*** Given entries ***
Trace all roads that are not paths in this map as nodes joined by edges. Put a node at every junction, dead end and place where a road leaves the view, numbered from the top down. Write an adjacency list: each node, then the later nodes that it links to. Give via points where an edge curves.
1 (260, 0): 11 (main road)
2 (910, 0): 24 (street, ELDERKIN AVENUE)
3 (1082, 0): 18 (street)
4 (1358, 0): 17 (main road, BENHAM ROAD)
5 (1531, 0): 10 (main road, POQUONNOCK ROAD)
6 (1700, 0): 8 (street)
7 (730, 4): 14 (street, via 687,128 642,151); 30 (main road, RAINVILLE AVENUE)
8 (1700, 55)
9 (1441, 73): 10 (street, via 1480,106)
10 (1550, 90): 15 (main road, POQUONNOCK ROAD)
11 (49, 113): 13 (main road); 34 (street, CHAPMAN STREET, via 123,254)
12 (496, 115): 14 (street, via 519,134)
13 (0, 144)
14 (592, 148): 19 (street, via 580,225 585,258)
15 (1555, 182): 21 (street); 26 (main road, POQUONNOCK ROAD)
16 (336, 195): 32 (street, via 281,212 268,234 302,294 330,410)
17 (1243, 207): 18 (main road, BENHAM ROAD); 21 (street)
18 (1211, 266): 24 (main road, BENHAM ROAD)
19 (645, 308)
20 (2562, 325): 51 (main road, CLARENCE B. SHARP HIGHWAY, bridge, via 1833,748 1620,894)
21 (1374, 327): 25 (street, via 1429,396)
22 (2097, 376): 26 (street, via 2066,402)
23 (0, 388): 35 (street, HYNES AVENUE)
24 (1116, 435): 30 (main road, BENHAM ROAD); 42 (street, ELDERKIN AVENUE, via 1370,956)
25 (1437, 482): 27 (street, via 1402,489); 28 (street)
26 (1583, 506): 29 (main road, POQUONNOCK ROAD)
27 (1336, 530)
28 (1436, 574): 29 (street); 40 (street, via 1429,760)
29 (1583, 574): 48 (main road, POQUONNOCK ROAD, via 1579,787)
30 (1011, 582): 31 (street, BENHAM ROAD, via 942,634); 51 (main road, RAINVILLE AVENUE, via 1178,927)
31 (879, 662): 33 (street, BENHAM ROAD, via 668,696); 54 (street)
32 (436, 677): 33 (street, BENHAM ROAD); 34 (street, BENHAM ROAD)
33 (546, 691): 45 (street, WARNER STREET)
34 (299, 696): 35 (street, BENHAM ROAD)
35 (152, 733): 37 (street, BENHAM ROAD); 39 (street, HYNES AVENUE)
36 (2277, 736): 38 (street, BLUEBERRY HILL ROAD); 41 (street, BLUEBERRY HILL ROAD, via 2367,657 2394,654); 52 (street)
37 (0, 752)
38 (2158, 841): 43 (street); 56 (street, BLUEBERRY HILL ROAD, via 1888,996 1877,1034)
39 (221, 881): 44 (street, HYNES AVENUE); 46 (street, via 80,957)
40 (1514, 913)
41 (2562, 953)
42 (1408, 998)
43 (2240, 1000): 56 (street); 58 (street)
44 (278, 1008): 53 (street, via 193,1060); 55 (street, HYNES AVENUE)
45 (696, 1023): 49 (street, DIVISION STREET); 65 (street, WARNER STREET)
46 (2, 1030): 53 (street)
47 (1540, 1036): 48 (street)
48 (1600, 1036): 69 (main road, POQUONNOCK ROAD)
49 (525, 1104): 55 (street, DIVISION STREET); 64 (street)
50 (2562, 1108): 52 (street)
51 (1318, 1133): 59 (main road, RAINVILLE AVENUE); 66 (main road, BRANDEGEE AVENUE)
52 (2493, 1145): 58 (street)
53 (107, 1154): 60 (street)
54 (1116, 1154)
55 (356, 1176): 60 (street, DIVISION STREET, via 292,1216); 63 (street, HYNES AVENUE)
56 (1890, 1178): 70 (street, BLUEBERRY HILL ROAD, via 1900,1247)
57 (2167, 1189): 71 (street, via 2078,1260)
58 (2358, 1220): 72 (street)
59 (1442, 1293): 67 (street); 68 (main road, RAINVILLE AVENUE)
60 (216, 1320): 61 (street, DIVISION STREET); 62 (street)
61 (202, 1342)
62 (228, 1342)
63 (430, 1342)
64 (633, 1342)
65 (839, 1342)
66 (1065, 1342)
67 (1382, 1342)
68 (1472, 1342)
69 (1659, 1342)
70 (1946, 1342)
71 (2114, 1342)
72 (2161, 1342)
*** End of Given entries ***
* _To do_:
Copy every line above without altering a word.

* _Answer to this problem_:
Trace all roads that are not paths in this map as nodes joined by edges. Put a node at every junction, dead end and place where a road leaves the view, numbered from the top down. Write an adjacency list: each node, then the later nodes that it links to. Give via points where an edge curves.
1 (260, 0): 11 (main road)
2 (910, 0): 24 (street, ELDERKIN AVENUE)
3 (1082, 0): 18 (street)
4 (1358, 0): 17 (main road, BENHAM ROAD)
5 (1531, 0): 10 (main road, POQUONNOCK ROAD)
6 (1700, 0): 8 (street)
7 (730, 4): 14 (street, via 687,128 642,151); 30 (main road, RAINVILLE AVENUE)
8 (1700, 55)
9 (1441, 73): 10 (street, via 1480,106)
10 (1550, 90): 15 (main road, POQUONNOCK ROAD)
11 (49, 113): 13 (main road); 34 (street, CHAPMAN STREET, via 123,254)
12 (496, 115): 14 (street, via 519,134)
13 (0, 144)
14 (592, 148): 19 (street, via 580,225 585,258)
15 (1555, 182): 21 (street); 26 (main road, POQUONNOCK ROAD)
16 (336, 195): 32 (street, via 281,212 268,234 302,294 330,410)
17 (1243, 207): 18 (main road, BENHAM ROAD); 21 (street)
18 (1211, 266): 24 (main road, BENHAM ROAD)
19 (645, 308)
20 (2562, 325): 51 (main road, CLARENCE B. SHARP HIGHWAY, bridge, via 1833,748 1620,894)
21 (1374, 327): 25 (street, via 1429,396)
22 (2097, 376): 26 (street, via 2066,402)
23 (0, 388): 35 (street, HYNES AVENUE)
24 (1116, 435): 30 (main road, BENHAM ROAD); 42 (street, ELDERKIN AVENUE, via 1370,956)
25 (1437, 482): 27 (street, via 1402,489); 28 (street)
26 (1583, 506): 29 (main road, POQUONNOCK ROAD)
27 (1336, 530)
28 (1436, 574): 29 (street); 40 (street, via 1429,760)
29 (1583, 574): 48 (main road, POQUONNOCK ROAD, via 1579,787)
30 (1011, 582): 31 (street, BENHAM ROAD, via 942,634); 51 (main road, RAINVILLE AVENUE, via 1178,927)
31 (879, 662): 33 (street, BENHAM ROAD, via 668,696); 54 (street)
32 (436, 677): 33 (street, BENHAM ROAD); 34 (street, BENHAM ROAD)
33 (546, 691): 45 (street, WARNER STREET)
34 (299, 696): 35 (street, BENHAM ROAD)
35 (152, 733): 37 (street, BENHAM ROAD); 39 (street, HYNES AVENUE)
36 (2277, 736): 38 (street, BLUEBERRY HILL ROAD); 41 (street, BLUEBERRY HILL ROAD, via 2367,657 2394,654); 52 (street)
37 (0, 752)
38 (2158, 841): 43 (street); 56 (street, BLUEBERRY HILL ROAD, via 1888,996 1877,1034)
39 (221, 881): 44 (street, HYNES AVENUE); 46 (street, via 80,957)
40 (1514, 913)
41 (2562, 953)
42 (1408, 998)
43 (2240, 1000): 56 (street); 58 (street)
44 (278, 1008): 53 (street, via 193,1060); 55 (street, HYNES AVENUE)
45 (696, 1023): 49 (street, DIVISION STREET); 65 (street, WARNER STREET)
46 (2, 1030): 53 (street)
47 (1540, 1036): 48 (street)
48 (1600, 1036): 69 (main road, POQUONNOCK ROAD)
49 (525, 1104): 55 (street, DIVISION STREET); 64 (street)
50 (2562, 1108): 52 (street)
51 (1318, 1133): 59 (main road, RAINVILLE AVENUE); 66 (main road, BRANDEGEE AVENUE)
52 (2493, 1145): 58 (street)
53 (107, 1154): 60 (street)
54 (1116, 1154)
55 (356, 1176): 60 (street, DIVISION STREET, via 292,1216); 63 (street, HYNES AVENUE)
56 (1890, 1178): 70 (street, BLUEBERRY HILL ROAD, via 1900,1247)
57 (2167, 1189): 71 (street, via 2078,1260)
58 (2358, 1220): 72 (street)
59 (1442, 1293): 67 (street); 68 (main road, RAINVILLE AVENUE)
60 (216, 1320): 61 (street, DIVISION STREET); 62 (street)
61 (202, 1342)
62 (228, 1342)
63 (430, 1342)
64 (633, 1342)
65 (839, 1342)
66 (1065, 1342)
67 (1382, 1342)
68 (1472, 1342)
69 (1659, 1342)
70 (1946, 1342)
71 (2114, 1342)
72 (2161, 1342)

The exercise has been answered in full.